Some believe Nooyi has been promoted early as other companies were trying to tempt her away. For that reason alone, the move is clever succession management. Coke has struggled in this area, with chairman and chief executive Doug Ivester quitting after just two years following a contamination scare and profits warning in the late Nineties. His successor Doug Daft also left the job suddenly and finding his replacement proved a struggle.
Nooyi has been crowned to vindicate Reinemund’s cornerstone policy of ethnic and gender diversity, according to sources. Now she has been installed, investors will watch closely to see whether she concentrates on building the business globally by reaching out to new markets, or attempts to extend PepsiCo’s lead over Coca-Cola by means of acquisition.

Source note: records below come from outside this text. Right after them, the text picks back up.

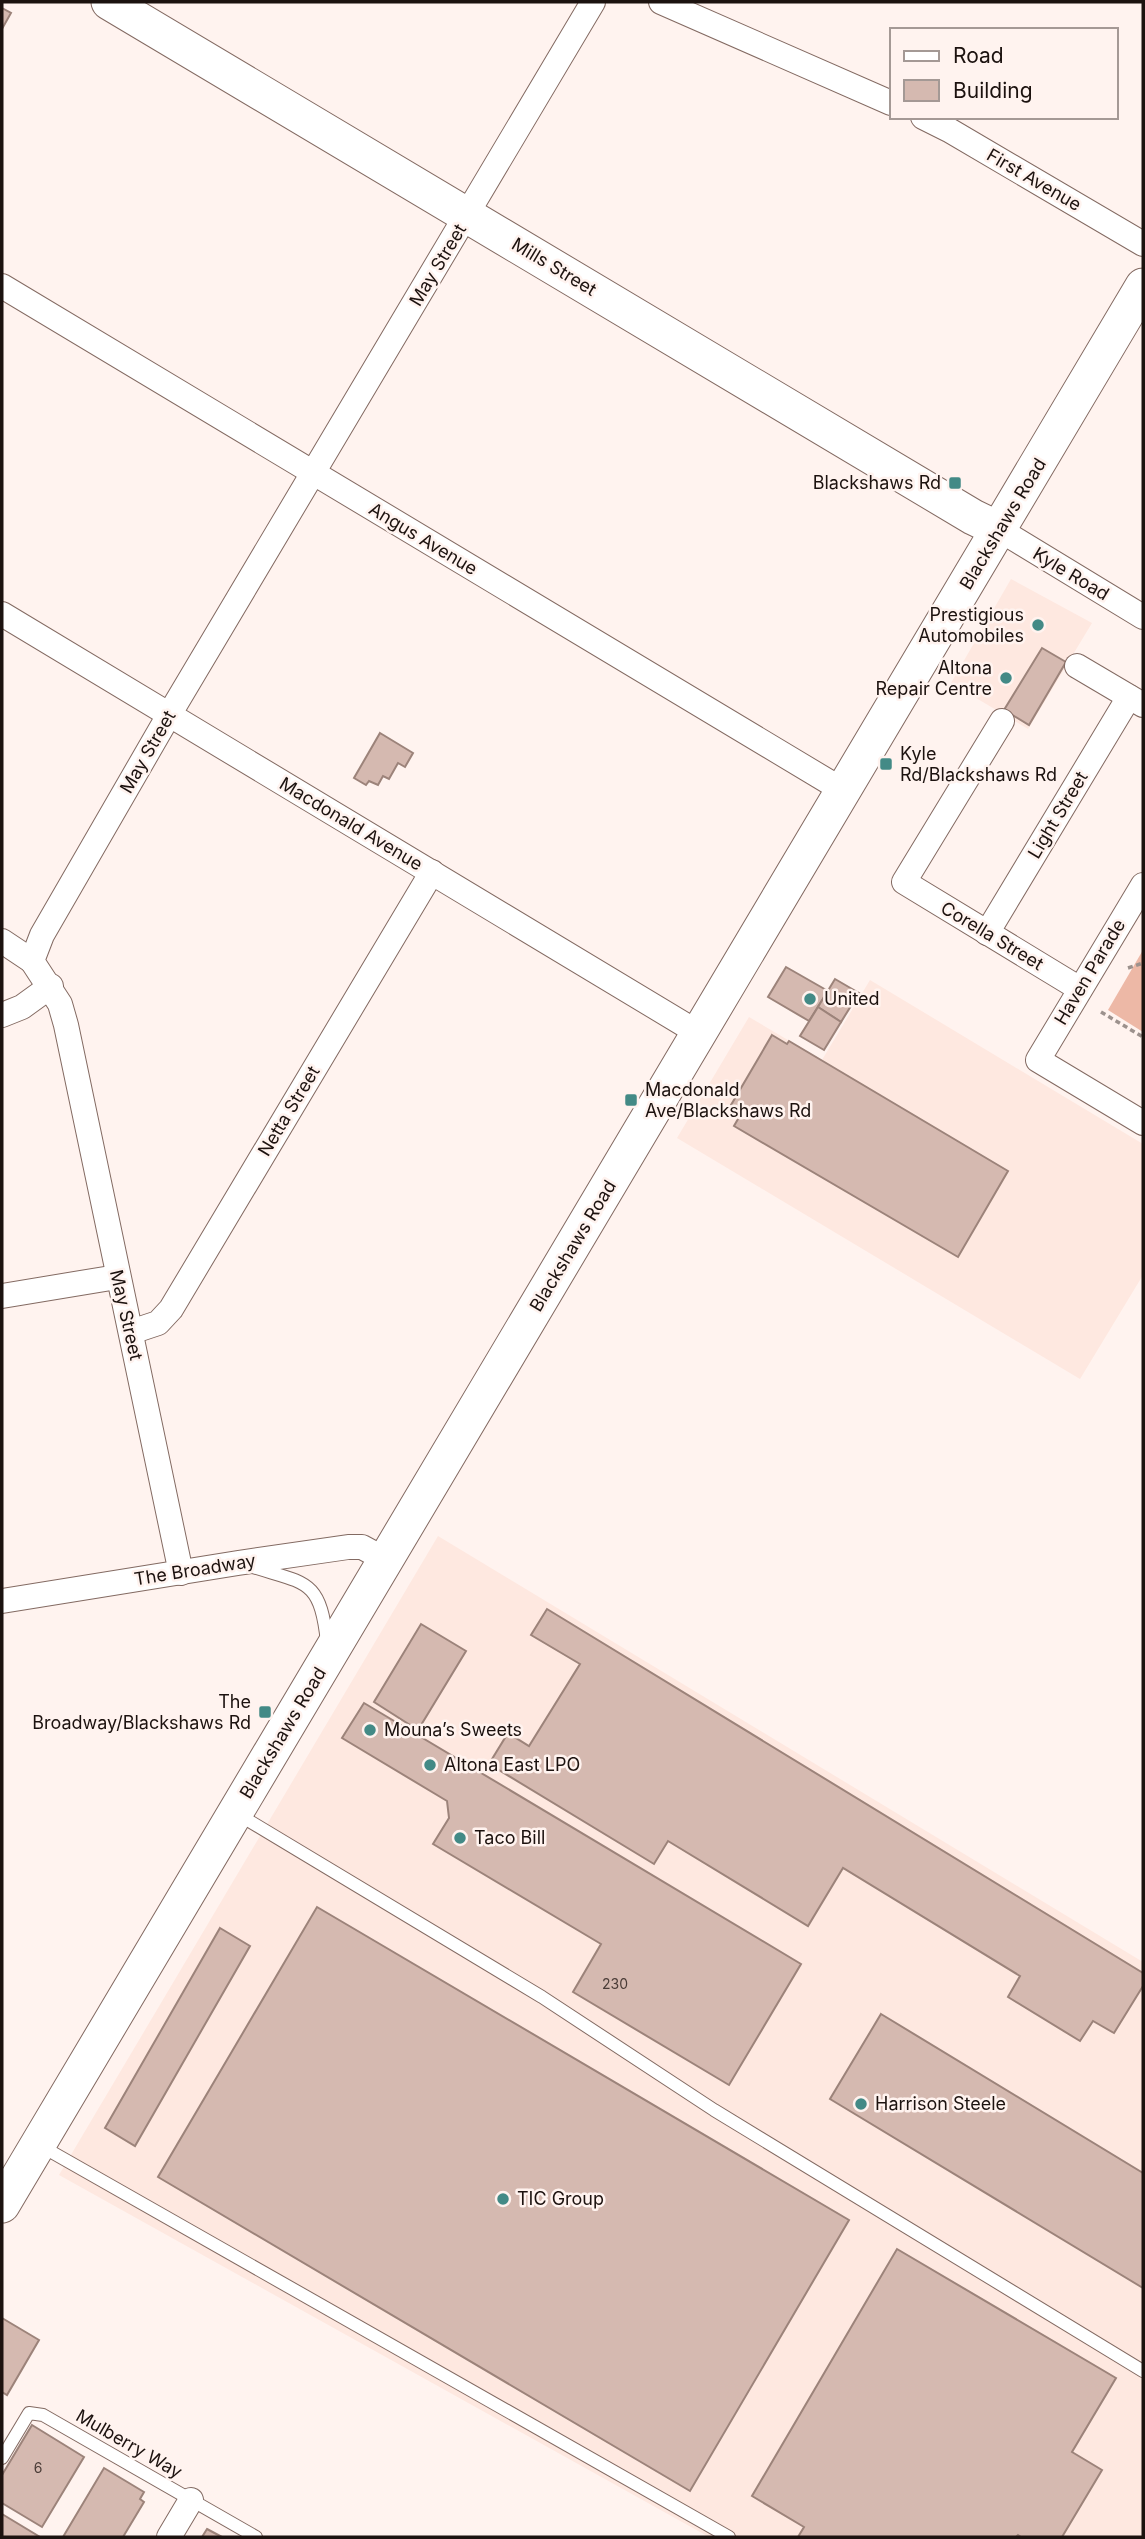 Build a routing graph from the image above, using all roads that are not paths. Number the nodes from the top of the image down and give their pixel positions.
1 (109, 2) edge
2 (593, 2) edge
3 (661, 2) edge
4 (890, 103) edge
5 (927, 119) edge
6 (467, 216) junction
7 (1143, 244) edge
8 (2, 286) edge
9 (1143, 286) edge
10 (313, 474) junction
11 (999, 530) junction
12 (2, 614) edge
13 (1143, 617) edge
14 (1077, 666) dead end
15 (1136, 701) edge
16 (170, 715) junction
17 (1002, 721) dead end
18 (844, 791) junction
19 (432, 872) junction
20 (1143, 885) edge
21 (987, 933) junction
22 (2, 941) edge
23 (32, 961) junction
24 (51, 986) junction
25 (1080, 989) junction
26 (2, 1015) edge
27 (700, 1034) junction
28 (1143, 1123) edge
29 (117, 1277) junction
30 (2, 1296) edge
31 (131, 1332) junction
32 (386, 1560) junction
33 (238, 1563) junction
34 (181, 1573) junction
35 (2, 1601) edge
36 (329, 1656) junction
37 (235, 1813) junction
38 (38, 2144) junction
39 (2, 2205) edge
40 (1143, 2371) edge
41 (2, 2458) edge
42 (191, 2500) junction
43 (169, 2537) edge
44 (256, 2537) edge
45 (729, 2537) edge

1 - 6 main road, Mills Street
2 - 6 street, May Street
3 - 4 street
5 - 7 street, First Avenue
6 - 10 street, May Street
6 - 11 main road, Mills Street
8 - 10 street, Angus Avenue
9 - 11 main road, Blackshaws Road
10 - 16 street, May Street
10 - 18 street, Angus Avenue
11 - 13 street, Kyle Road
11 - 18 main road, Blackshaws Road
12 - 16 street, Macdonald Avenue
14 - 15 street
15 - 21 street, Light Street
16 - 19 street, Macdonald Avenue
16 - 23 street, May Street
17 - 21 street, Corella Street
18 - 27 main road, Blackshaws Road
19 - 27 street, Macdonald Avenue
19 - 31 street, Netta Street
20 - 25 street, Haven Parade
21 - 25 street, Corella Street
22 - 23 street
23 - 24 street, May Street
24 - 26 street
24 - 29 street, May Street
25 - 28 street, Haven Parade
27 - 32 main road, Blackshaws Road
29 - 30 street
29 - 31 street, May Street
31 - 34 street, May Street
32 - 33 street, The Broadway
32 - 36 main road, Blackshaws Road
33 - 34 street, The Broadway
33 - 36 lane
34 - 35 street, The Broadway
36 - 37 main road, Blackshaws Road
37 - 38 main road, Blackshaws Road
37 - 40 lane
38 - 39 main road, Blackshaws Road
38 - 45 lane
41 - 42 lane, Mulberry Way
42 - 43 street
42 - 44 lane, Mulberry Way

This has been a canny strategy for PepsiCo in recent times. Getting the top job could be Nooyi’s ultimate reward for being instrumental in the takeover of Tropicana and Quaker Oats. While the deals were struck, Coke was busy navel gazing and fiddling with seemingly endless streams of flavours for its core product, and was outmanoeuvred. Yet new low-calorie product Coke Zero is a major hope for the Atlanta-based giant, and no one should bet against it making a comeback for the number one spot.
It is also hard to see where PepsiCo’s next takeover will come from, with French target Danone unlikely to sell and Ocean Spray, the juice company run as a growers’ co-operative, which has signed a new distribution deal with Pepsi, also thought to be resistant.
Another key plank of PepsiCo’s strategy is adapting its portfolio to consumers’ growing appetite for “better for you” products. Despite health issues already being one of Nooyi’s key areas of interest, she may well be calling on the company’s marketing nous in this area. As it attempts to tap into the “wellness” trend PepsiCo, along with Coke, is denying responsibility for a pesticide contamination scare in her native India.
Meanwhile, UK snacks division Walkers suffered an embarrassing rebuke last week when the Advertising Standards Authority ruled marketing claims about some of its products’ lowered salt content were misleading. Proof, if any were needed, that Nooyi and PepsiCo cannot afford to rest on their laurels.